Upon his retirement, Burden finished with 6,234 rushing yards, fifth best in Stampeders history after Kelvin Anderson, Earl Lunsford, Lovell Coleman and Joffrey Reynolds. He also recorded 1,242 carries, a 5.0 rushing average, 32 rushing touchdowns, 299 receptions (fourth in team history) for 2,669 yards and 16 receiving touchdowns.

His jersey number #10 was retired by the Stamps in 1982. He was added to their Wall of Fame in 1992, was inducted into the Canadian Football Hall of Fame in 2001 and was chosen as one of the league's 50 greatest stars. He played at 5 foot 10 inches and a bruising 218 pounds and is remembered fondly in Canada.

== Career statistics==

| Year | Team | GP | Rush | Yards | Y/R | Lg | TD |
|---|---|---|---|---|---|---|---|
| 1974 | Calgary Stampeders | 6 | 94 | 541 | 5.8 | 71 | 3 |
| 1975 | Calgary Stampeders | 16 | 332 | 1896 | 5.7 | 40 | 10 |
| 1976 | Calgary Stampeders | 13 | 181 | 962 | 5.3 | 35 | 7 |
| 1977 | Calgary Stampeders | 16 | 220 | 1032 | 4.7 | 47 | 3 |
| 1978 | Calgary Stampeders | 15 | 160 | 627 | 3.9 | 23 | 2 |
| 1979 | Calgary Stampeders | 13 | 145 | 658 | 4.5 | 19 | 5 |
| 1980 | Calgary Stampeders | 16 | 87 | 423 | 4.9 | 23 | 2 |
| 1981 | Calgary Stampeders | 8 | 23 | 95 | 4.1 | 28 | 0 |
|  | CFL Totals | 103 | 1,242 | 6,234 | 5.0 | 71 | 32 |

== Personal life ==
Burden's post-pro football life was equally successful. He received his master's degree in sports administration from Ohio University while working as an assistant football coach and instructor in the Department of Physical Education and Recreation. From 1984 to 1988, he served as Assistant Athletics Director at Tennessee Technological University while working on his doctorate in education at Tennessee State University (Ed.D.) which he received in 1990. In 1988, Burden returned to Ohio University to serve as Assistant Athletic Director. From 1990 to 1999, he served as the athletic director and as an instructor of Health and Physical Education for North Carolina A&T University.

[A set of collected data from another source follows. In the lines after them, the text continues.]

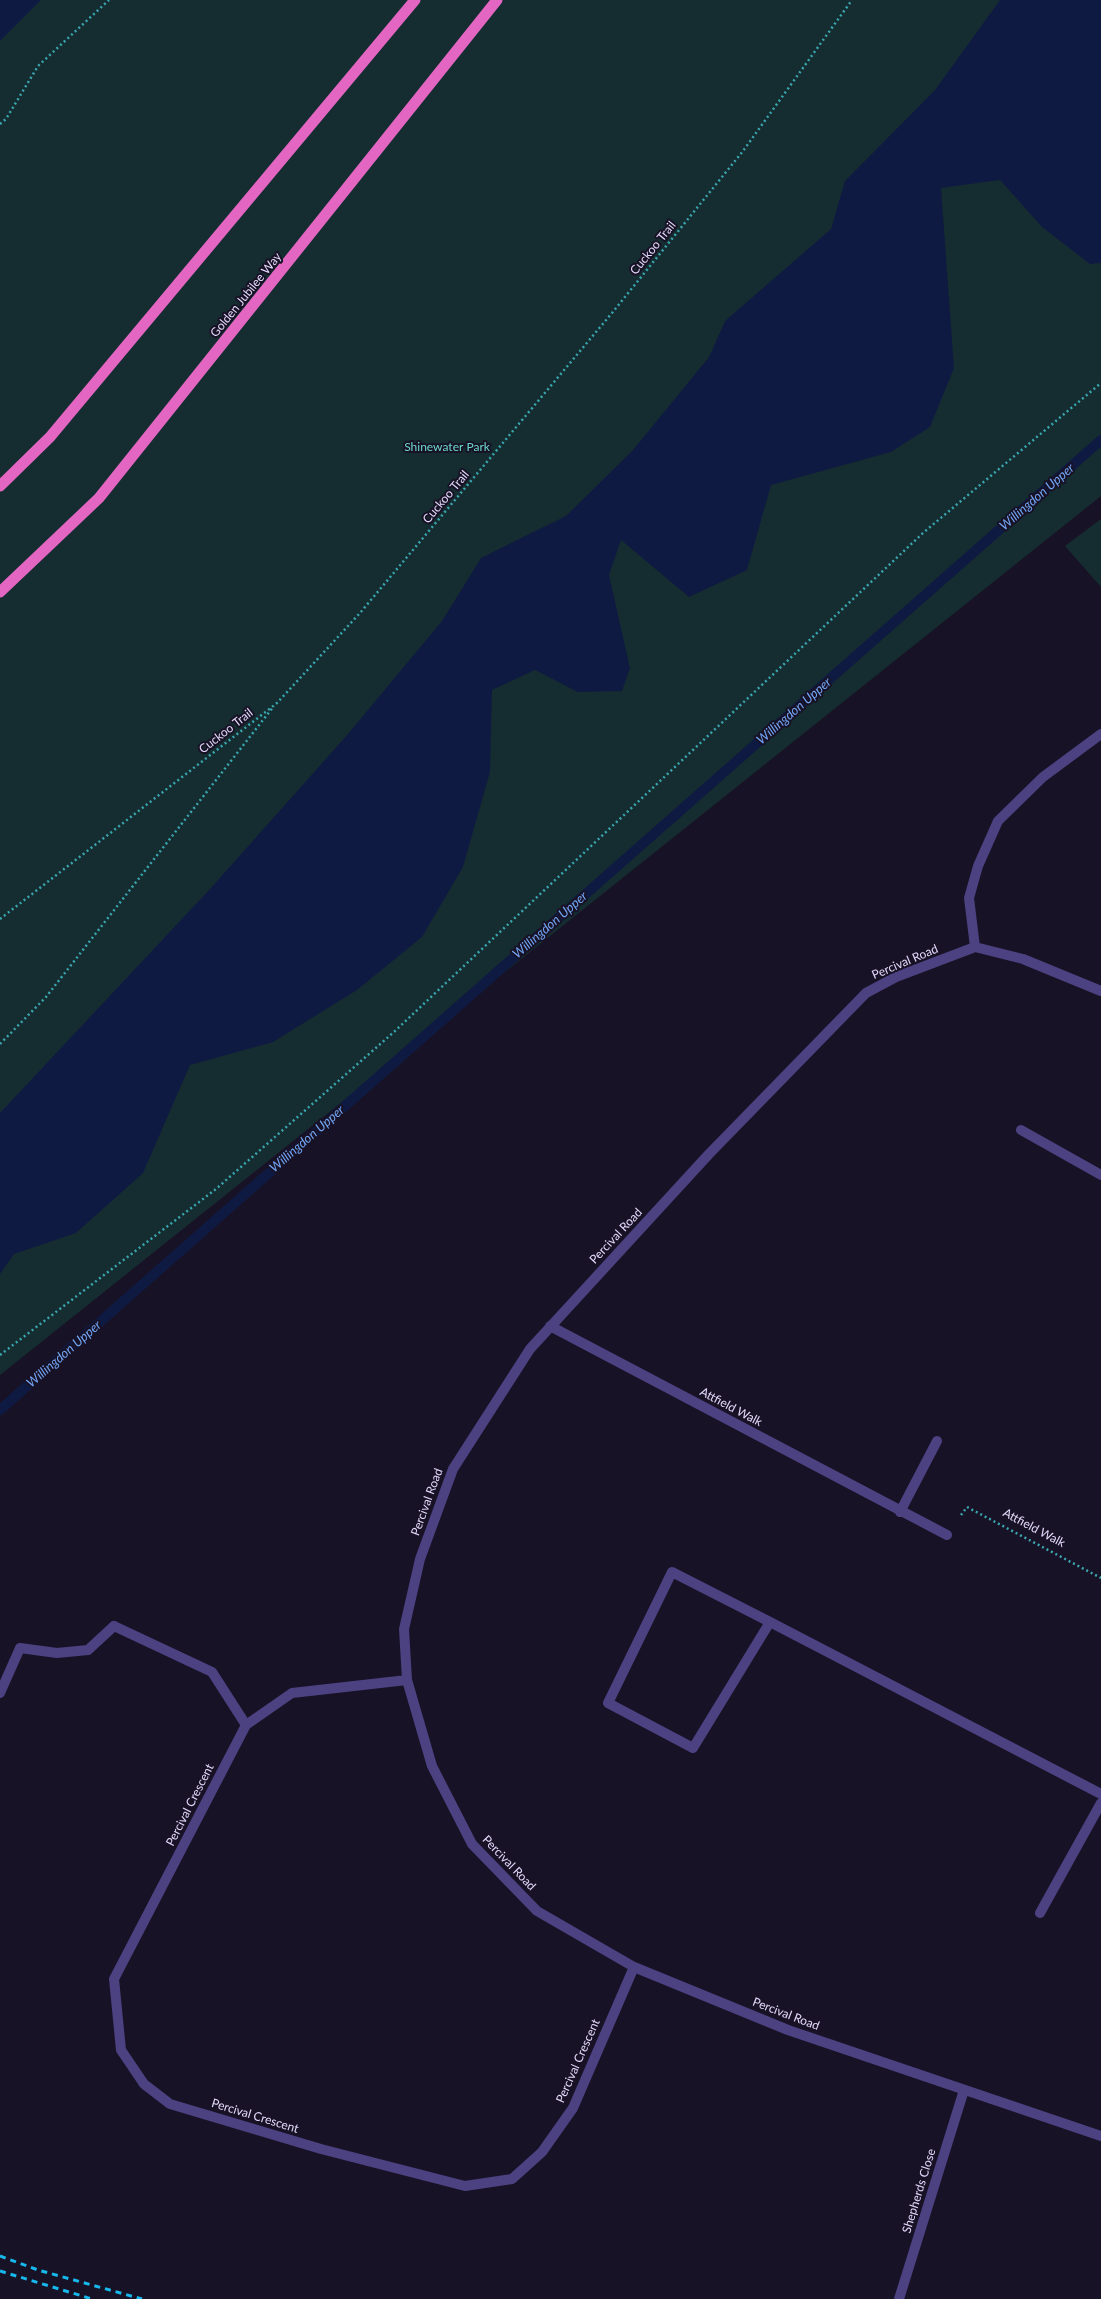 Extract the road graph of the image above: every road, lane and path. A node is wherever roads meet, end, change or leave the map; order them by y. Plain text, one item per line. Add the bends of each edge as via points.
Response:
1 (109, 0) edge
2 (415, 0) edge
3 (497, 0) edge
4 (852, 0) edge
5 (0, 124) edge
6 (1101, 383) edge
7 (0, 486) edge
8 (0, 592) edge
9 (277, 702) junction
10 (1101, 734) edge
11 (0, 919) edge
12 (975, 947) junction
13 (1101, 991) edge
14 (0, 1044) edge
15 (1021, 1130) dead end
16 (1101, 1175) edge
17 (550, 1326) junction
18 (0, 1355) edge
19 (937, 1441) dead end
20 (900, 1512) junction
21 (946, 1535) joint
22 (1101, 1578) edge
23 (770, 1622) junction
24 (407, 1680) junction
25 (0, 1693) edge
26 (246, 1725) junction
27 (1101, 1794) edge
28 (1101, 1803) edge
29 (1040, 1913) dead end
30 (634, 1967) junction
31 (964, 2090) junction
32 (1101, 2136) edge
33 (899, 2299) edge

1 - 5 path via 38,66 6,119
2 - 7 highway via 50,437
3 - 8 highway, Golden Jubilee Way via 99,498
4 - 9 path, Cuckoo Trail via 743,151 612,314 360,613
6 - 18 path via 924,533 395,1031 228,1178
9 - 11 path, Cuckoo Trail
9 - 14 path via 46,997
10 - 12 street via 1043,777 998,821 978,866 969,898
12 - 13 street via 1023,959
12 - 17 street, Percival Road via 896,977 866,993 709,1154
15 - 16 street
17 - 20 street, Attfield Walk
17 - 24 street, Percival Road via 530,1349 453,1469 420,1559 404,1629
19 - 20 street
20 - 21 street, Attfield Walk
21 - 22 path, Attfield Walk via 967,1507
23 - 23 street via 672,1572 608,1703 693,1748
23 - 27 street
24 - 26 street, Percival Crescent via 292,1693
24 - 30 street, Percival Road via 432,1766 472,1844 537,1911
25 - 26 street via 20,1648 57,1653 88,1650 114,1626 212,1672
26 - 30 street, Percival Crescent via 114,1979 121,2050 144,2084 170,2104 321,2150 465,2186 512,2179 542,2152 573,2108
28 - 29 street
30 - 31 street, Percival Road via 788,2030
31 - 32 street, Percival Road
31 - 33 street, Shepherds Close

Later he was an Associate Professor in Sports Management at Georgia Southern University. His research has been published in several academic journals. In 2005 Burden received another special honour, being inducted into Hall of Fame for the Boys & Girls Clubs of America of Raleigh, North Carolina, for his lifetime of good works.

Burden suffered from congestive heart failure for several years. On September 2, 2015, it was reported in the Calgary Herald that Burden had been hospitalized in Atlanta for 209 days with a heart condition, awaiting a transplant. He died in Atlanta on December 4, 2015, at the age of 64. At the time of his death, Burden resided in Statesboro, Georgia, with his wife, Velma, and children Willie Jr. and Freddie. He also had a daughter, Courtney Bledsoe, who resides in North Carolina.